-------- INPUT DATA

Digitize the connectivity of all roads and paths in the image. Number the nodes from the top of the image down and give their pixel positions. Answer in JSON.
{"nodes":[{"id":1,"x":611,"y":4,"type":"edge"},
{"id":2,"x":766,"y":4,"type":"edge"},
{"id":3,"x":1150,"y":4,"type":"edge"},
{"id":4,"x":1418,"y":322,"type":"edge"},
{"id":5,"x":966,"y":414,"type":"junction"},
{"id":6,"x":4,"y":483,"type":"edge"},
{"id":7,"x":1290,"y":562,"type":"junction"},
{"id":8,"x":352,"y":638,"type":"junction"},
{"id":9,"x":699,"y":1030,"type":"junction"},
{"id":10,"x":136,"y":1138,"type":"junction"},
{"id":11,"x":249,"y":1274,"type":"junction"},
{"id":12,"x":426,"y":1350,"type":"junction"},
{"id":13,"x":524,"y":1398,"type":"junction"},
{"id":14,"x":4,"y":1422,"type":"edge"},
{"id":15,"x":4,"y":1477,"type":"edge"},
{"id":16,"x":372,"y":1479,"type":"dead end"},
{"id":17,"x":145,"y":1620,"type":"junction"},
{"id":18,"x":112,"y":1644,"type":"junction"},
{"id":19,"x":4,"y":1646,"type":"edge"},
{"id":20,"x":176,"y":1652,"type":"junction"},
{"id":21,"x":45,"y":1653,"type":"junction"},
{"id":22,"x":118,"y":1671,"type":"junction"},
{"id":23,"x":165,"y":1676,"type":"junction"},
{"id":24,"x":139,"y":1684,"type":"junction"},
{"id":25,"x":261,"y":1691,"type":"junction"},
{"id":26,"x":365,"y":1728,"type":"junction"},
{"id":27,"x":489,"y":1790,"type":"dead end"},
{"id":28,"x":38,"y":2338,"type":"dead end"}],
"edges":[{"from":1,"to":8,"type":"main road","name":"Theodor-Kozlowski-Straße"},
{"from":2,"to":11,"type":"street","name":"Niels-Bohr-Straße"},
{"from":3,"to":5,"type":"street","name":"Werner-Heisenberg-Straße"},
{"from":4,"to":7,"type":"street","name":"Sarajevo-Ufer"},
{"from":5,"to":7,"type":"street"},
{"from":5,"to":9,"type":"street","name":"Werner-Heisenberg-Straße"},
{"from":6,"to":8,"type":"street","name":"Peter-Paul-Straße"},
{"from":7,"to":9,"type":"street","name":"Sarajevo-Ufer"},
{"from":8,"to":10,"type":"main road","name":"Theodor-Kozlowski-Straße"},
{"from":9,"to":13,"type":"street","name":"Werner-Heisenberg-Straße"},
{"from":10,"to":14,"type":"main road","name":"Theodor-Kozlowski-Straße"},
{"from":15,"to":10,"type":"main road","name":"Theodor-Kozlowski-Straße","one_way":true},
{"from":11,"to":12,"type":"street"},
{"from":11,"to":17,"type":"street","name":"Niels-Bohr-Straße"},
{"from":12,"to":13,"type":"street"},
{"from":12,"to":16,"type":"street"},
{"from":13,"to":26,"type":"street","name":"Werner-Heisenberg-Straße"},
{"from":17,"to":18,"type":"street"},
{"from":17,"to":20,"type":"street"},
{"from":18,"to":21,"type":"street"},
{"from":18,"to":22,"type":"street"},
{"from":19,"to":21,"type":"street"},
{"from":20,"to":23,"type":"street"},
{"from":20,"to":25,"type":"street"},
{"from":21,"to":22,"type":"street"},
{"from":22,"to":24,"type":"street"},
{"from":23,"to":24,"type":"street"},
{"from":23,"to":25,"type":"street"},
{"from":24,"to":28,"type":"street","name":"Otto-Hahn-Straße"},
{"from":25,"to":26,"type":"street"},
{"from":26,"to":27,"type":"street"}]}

----------------

**EXERCISE INSTRUCTIONS**
What you return must match the records above exactly.

**ANSWER BELOW**
Digitize the connectivity of all roads and paths in the image. Number the nodes from the top of the image down and give their pixel positions. Answer in JSON.
{"nodes":[{"id":1,"x":611,"y":4,"type":"edge"},
{"id":2,"x":766,"y":4,"type":"edge"},
{"id":3,"x":1150,"y":4,"type":"edge"},
{"id":4,"x":1418,"y":322,"type":"edge"},
{"id":5,"x":966,"y":414,"type":"junction"},
{"id":6,"x":4,"y":483,"type":"edge"},
{"id":7,"x":1290,"y":562,"type":"junction"},
{"id":8,"x":352,"y":638,"type":"junction"},
{"id":9,"x":699,"y":1030,"type":"junction"},
{"id":10,"x":136,"y":1138,"type":"junction"},
{"id":11,"x":249,"y":1274,"type":"junction"},
{"id":12,"x":426,"y":1350,"type":"junction"},
{"id":13,"x":524,"y":1398,"type":"junction"},
{"id":14,"x":4,"y":1422,"type":"edge"},
{"id":15,"x":4,"y":1477,"type":"edge"},
{"id":16,"x":372,"y":1479,"type":"dead end"},
{"id":17,"x":145,"y":1620,"type":"junction"},
{"id":18,"x":112,"y":1644,"type":"junction"},
{"id":19,"x":4,"y":1646,"type":"edge"},
{"id":20,"x":176,"y":1652,"type":"junction"},
{"id":21,"x":45,"y":1653,"type":"junction"},
{"id":22,"x":118,"y":1671,"type":"junction"},
{"id":23,"x":165,"y":1676,"type":"junction"},
{"id":24,"x":139,"y":1684,"type":"junction"},
{"id":25,"x":261,"y":1691,"type":"junction"},
{"id":26,"x":365,"y":1728,"type":"junction"},
{"id":27,"x":489,"y":1790,"type":"dead end"},
{"id":28,"x":38,"y":2338,"type":"dead end"}],
"edges":[{"from":1,"to":8,"type":"main road","name":"Theodor-Kozlowski-Straße"},
{"from":2,"to":11,"type":"street","name":"Niels-Bohr-Straße"},
{"from":3,"to":5,"type":"street","name":"Werner-Heisenberg-Straße"},
{"from":4,"to":7,"type":"street","name":"Sarajevo-Ufer"},
{"from":5,"to":7,"type":"street"},
{"from":5,"to":9,"type":"street","name":"Werner-Heisenberg-Straße"},
{"from":6,"to":8,"type":"street","name":"Peter-Paul-Straße"},
{"from":7,"to":9,"type":"street","name":"Sarajevo-Ufer"},
{"from":8,"to":10,"type":"main road","name":"Theodor-Kozlowski-Straße"},
{"from":9,"to":13,"type":"street","name":"Werner-Heisenberg-Straße"},
{"from":10,"to":14,"type":"main road","name":"Theodor-Kozlowski-Straße"},
{"from":15,"to":10,"type":"main road","name":"Theodor-Kozlowski-Straße","one_way":true},
{"from":11,"to":12,"type":"street"},
{"from":11,"to":17,"type":"street","name":"Niels-Bohr-Straße"},
{"from":12,"to":13,"type":"street"},
{"from":12,"to":16,"type":"street"},
{"from":13,"to":26,"type":"street","name":"Werner-Heisenberg-Straße"},
{"from":17,"to":18,"type":"street"},
{"from":17,"to":20,"type":"street"},
{"from":18,"to":21,"type":"street"},
{"from":18,"to":22,"type":"street"},
{"from":19,"to":21,"type":"street"},
{"from":20,"to":23,"type":"street"},
{"from":20,"to":25,"type":"street"},
{"from":21,"to":22,"type":"street"},
{"from":22,"to":24,"type":"street"},
{"from":23,"to":24,"type":"street"},
{"from":23,"to":25,"type":"street"},
{"from":24,"to":28,"type":"street","name":"Otto-Hahn-Straße"},
{"from":25,"to":26,"type":"street"},
{"from":26,"to":27,"type":"street"}]}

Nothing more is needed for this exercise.